■ **TASK ITEM**
Transcribe, word for word, all of the entries below, and exclude any pictures from the copy.

■ **EXCERPTED RECORDS**
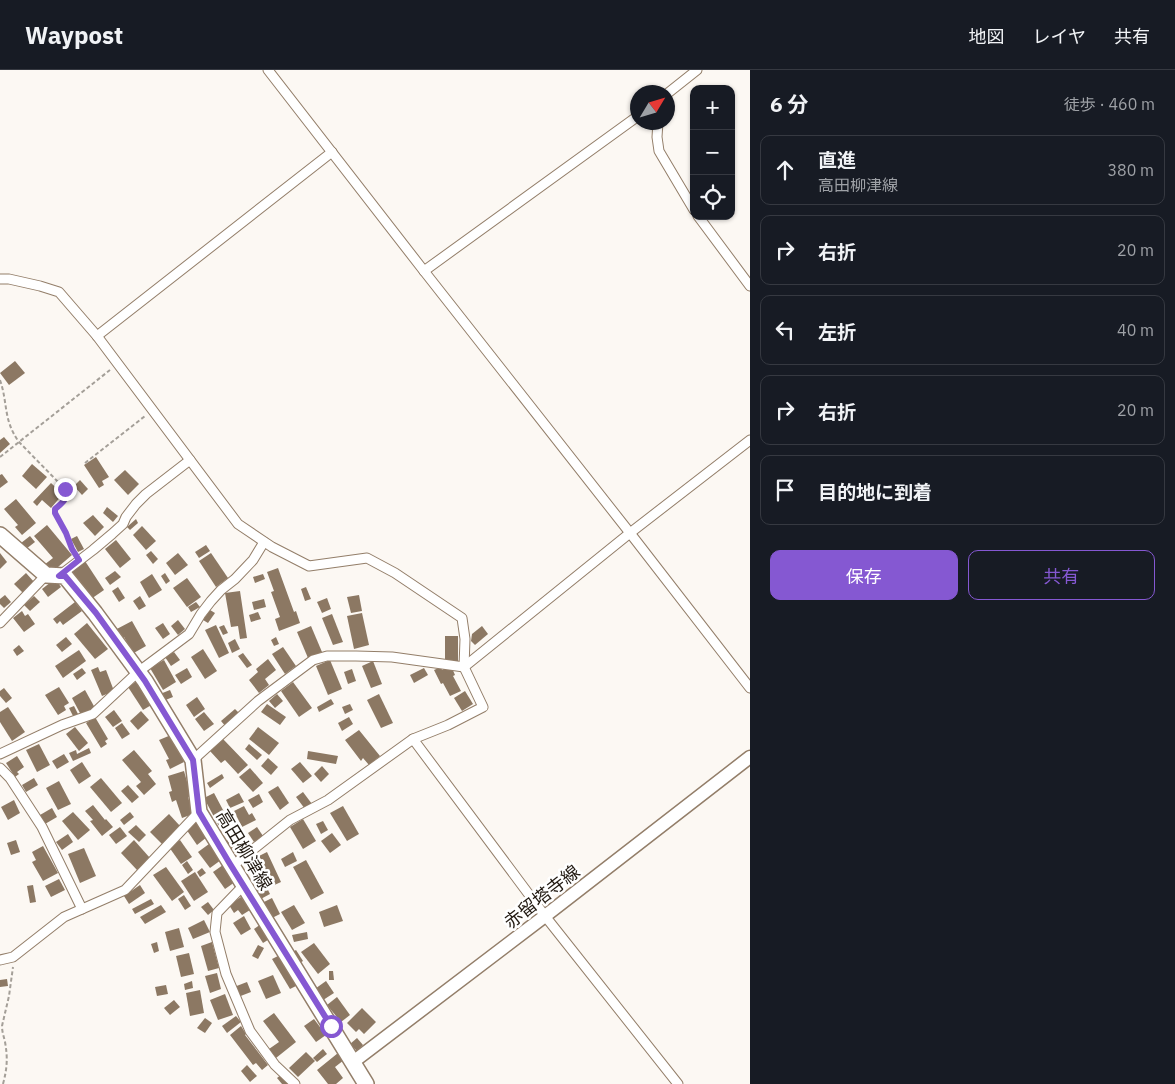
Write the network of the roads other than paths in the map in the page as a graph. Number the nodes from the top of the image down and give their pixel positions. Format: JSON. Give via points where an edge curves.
{"nodes":[{"id":1,"x":268,"y":70,"type":"edge"},
{"id":2,"x":697,"y":70,"type":"edge"},
{"id":3,"x":675,"y":87,"type":"edge"},
{"id":4,"x":630,"y":122,"type":"edge"},
{"id":5,"x":657,"y":130,"type":"edge"},
{"id":6,"x":332,"y":152,"type":"junction"},
{"id":7,"x":690,"y":203,"type":"edge"},
{"id":8,"x":701,"y":220,"type":"edge"},
{"id":9,"x":424,"y":271,"type":"junction"},
{"id":10,"x":0,"y":279,"type":"edge"},
{"id":11,"x":750,"y":286,"type":"edge"},
{"id":12,"x":97,"y":336,"type":"junction"},
{"id":13,"x":750,"y":440,"type":"edge"},
{"id":14,"x":190,"y":460,"type":"junction"},
{"id":15,"x":630,"y":533,"type":"junction"},
{"id":16,"x":0,"y":535,"type":"edge"},
{"id":17,"x":264,"y":542,"type":"junction"},
{"id":18,"x":53,"y":575,"type":"junction"},
{"id":19,"x":0,"y":623,"type":"edge"},
{"id":20,"x":464,"y":666,"type":"junction"},
{"id":21,"x":138,"y":672,"type":"junction"},
{"id":22,"x":750,"y":688,"type":"edge"},
{"id":23,"x":413,"y":739,"type":"junction"},
{"id":24,"x":0,"y":754,"type":"edge"},
{"id":25,"x":750,"y":756,"type":"edge"},
{"id":26,"x":193,"y":760,"type":"junction"},
{"id":27,"x":0,"y":768,"type":"edge"},
{"id":28,"x":199,"y":812,"type":"junction"},
{"id":29,"x":231,"y":867,"type":"junction"},
{"id":30,"x":243,"y":886,"type":"junction"},
{"id":31,"x":82,"y":909,"type":"junction"},
{"id":32,"x":546,"y":916,"type":"junction"},
{"id":33,"x":0,"y":960,"type":"edge"},
{"id":34,"x":353,"y":1062,"type":"junction"},
{"id":35,"x":295,"y":1084,"type":"edge"},
{"id":36,"x":366,"y":1084,"type":"edge"},
{"id":37,"x":678,"y":1084,"type":"edge"}],
"edges":[{"from":1,"to":6,"type":"street"},
{"from":2,"to":3,"type":"street"},
{"from":4,"to":9,"type":"street"},
{"from":5,"to":7,"type":"street","via":[[659,151]]},
{"from":6,"to":9,"type":"street"},
{"from":6,"to":12,"type":"street"},
{"from":8,"to":11,"type":"street"},
{"from":9,"to":15,"type":"street"},
{"from":10,"to":12,"type":"street","via":[[59,292]]},
{"from":12,"to":14,"type":"street"},
{"from":13,"to":15,"type":"street"},
{"from":14,"to":17,"type":"street","via":[[238,524]]},
{"from":14,"to":18,"type":"street","via":[[146,494],[123,524],[93,550]]},
{"from":15,"to":20,"type":"street"},
{"from":15,"to":22,"type":"street"},
{"from":16,"to":18,"type":"main road","name":"高田柳津線"},
{"from":17,"to":20,"type":"street","via":[[309,566],[367,558],[395,573],[462,618]]},
{"from":17,"to":21,"type":"street","via":[[253,560],[211,601],[189,634]]},
{"from":18,"to":19,"type":"street"},
{"from":18,"to":21,"type":"main road","name":"高田柳津線","via":[[65,576]]},
{"from":20,"to":23,"type":"street","via":[[484,707]]},
{"from":20,"to":26,"type":"street","via":[[356,656],[327,656],[313,660],[258,701]]},
{"from":21,"to":24,"type":"street","via":[[93,714]]},
{"from":21,"to":26,"type":"main road","name":"高田柳津線"},
{"from":23,"to":29,"type":"street","via":[[328,800],[290,820]]},
{"from":23,"to":32,"type":"street"},
{"from":25,"to":32,"type":"main road","name":"赤留塔寺線"},
{"from":26,"to":28,"type":"main road","name":"高田柳津線"},
{"from":27,"to":31,"type":"street","via":[[42,827]]},
{"from":28,"to":29,"type":"main road","name":"高田柳津線"},
{"from":28,"to":31,"type":"street","via":[[125,890]]},
{"from":29,"to":30,"type":"main road","name":"高田柳津線"},
{"from":30,"to":34,"type":"main road","name":"高田柳津線"},
{"from":30,"to":35,"type":"street","via":[[217,913],[215,932],[226,974],[250,1031],[275,1065]]},
{"from":31,"to":33,"type":"street","via":[[64,917],[13,957]]},
{"from":32,"to":34,"type":"main road","name":"赤留塔寺線"},
{"from":32,"to":37,"type":"street"},
{"from":34,"to":36,"type":"main road","name":"高田柳津線"}]}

■ **WRITTEN RESPONSE**
Write the network of the roads other than paths in the map in the page as a graph. Number the nodes from the top of the image down and give their pixel positions. Format: JSON. Give via points where an edge curves.
{"nodes":[{"id":1,"x":268,"y":70,"type":"edge"},
{"id":2,"x":697,"y":70,"type":"edge"},
{"id":3,"x":675,"y":87,"type":"edge"},
{"id":4,"x":630,"y":122,"type":"edge"},
{"id":5,"x":657,"y":130,"type":"edge"},
{"id":6,"x":332,"y":152,"type":"junction"},
{"id":7,"x":690,"y":203,"type":"edge"},
{"id":8,"x":701,"y":220,"type":"edge"},
{"id":9,"x":424,"y":271,"type":"junction"},
{"id":10,"x":0,"y":279,"type":"edge"},
{"id":11,"x":750,"y":286,"type":"edge"},
{"id":12,"x":97,"y":336,"type":"junction"},
{"id":13,"x":750,"y":440,"type":"edge"},
{"id":14,"x":190,"y":460,"type":"junction"},
{"id":15,"x":630,"y":533,"type":"junction"},
{"id":16,"x":0,"y":535,"type":"edge"},
{"id":17,"x":264,"y":542,"type":"junction"},
{"id":18,"x":53,"y":575,"type":"junction"},
{"id":19,"x":0,"y":623,"type":"edge"},
{"id":20,"x":464,"y":666,"type":"junction"},
{"id":21,"x":138,"y":672,"type":"junction"},
{"id":22,"x":750,"y":688,"type":"edge"},
{"id":23,"x":413,"y":739,"type":"junction"},
{"id":24,"x":0,"y":754,"type":"edge"},
{"id":25,"x":750,"y":756,"type":"edge"},
{"id":26,"x":193,"y":760,"type":"junction"},
{"id":27,"x":0,"y":768,"type":"edge"},
{"id":28,"x":199,"y":812,"type":"junction"},
{"id":29,"x":231,"y":867,"type":"junction"},
{"id":30,"x":243,"y":886,"type":"junction"},
{"id":31,"x":82,"y":909,"type":"junction"},
{"id":32,"x":546,"y":916,"type":"junction"},
{"id":33,"x":0,"y":960,"type":"edge"},
{"id":34,"x":353,"y":1062,"type":"junction"},
{"id":35,"x":295,"y":1084,"type":"edge"},
{"id":36,"x":366,"y":1084,"type":"edge"},
{"id":37,"x":678,"y":1084,"type":"edge"}],
"edges":[{"from":1,"to":6,"type":"street"},
{"from":2,"to":3,"type":"street"},
{"from":4,"to":9,"type":"street"},
{"from":5,"to":7,"type":"street","via":[[659,151]]},
{"from":6,"to":9,"type":"street"},
{"from":6,"to":12,"type":"street"},
{"from":8,"to":11,"type":"street"},
{"from":9,"to":15,"type":"street"},
{"from":10,"to":12,"type":"street","via":[[59,292]]},
{"from":12,"to":14,"type":"street"},
{"from":13,"to":15,"type":"street"},
{"from":14,"to":17,"type":"street","via":[[238,524]]},
{"from":14,"to":18,"type":"street","via":[[146,494],[123,524],[93,550]]},
{"from":15,"to":20,"type":"street"},
{"from":15,"to":22,"type":"street"},
{"from":16,"to":18,"type":"main road","name":"高田柳津線"},
{"from":17,"to":20,"type":"street","via":[[309,566],[367,558],[395,573],[462,618]]},
{"from":17,"to":21,"type":"street","via":[[253,560],[211,601],[189,634]]},
{"from":18,"to":19,"type":"street"},
{"from":18,"to":21,"type":"main road","name":"高田柳津線","via":[[65,576]]},
{"from":20,"to":23,"type":"street","via":[[484,707]]},
{"from":20,"to":26,"type":"street","via":[[356,656],[327,656],[313,660],[258,701]]},
{"from":21,"to":24,"type":"street","via":[[93,714]]},
{"from":21,"to":26,"type":"main road","name":"高田柳津線"},
{"from":23,"to":29,"type":"street","via":[[328,800],[290,820]]},
{"from":23,"to":32,"type":"street"},
{"from":25,"to":32,"type":"main road","name":"赤留塔寺線"},
{"from":26,"to":28,"type":"main road","name":"高田柳津線"},
{"from":27,"to":31,"type":"street","via":[[42,827]]},
{"from":28,"to":29,"type":"main road","name":"高田柳津線"},
{"from":28,"to":31,"type":"street","via":[[125,890]]},
{"from":29,"to":30,"type":"main road","name":"高田柳津線"},
{"from":30,"to":34,"type":"main road","name":"高田柳津線"},
{"from":30,"to":35,"type":"street","via":[[217,913],[215,932],[226,974],[250,1031],[275,1065]]},
{"from":31,"to":33,"type":"street","via":[[64,917],[13,957]]},
{"from":32,"to":34,"type":"main road","name":"赤留塔寺線"},
{"from":32,"to":37,"type":"street"},
{"from":34,"to":36,"type":"main road","name":"高田柳津線"}]}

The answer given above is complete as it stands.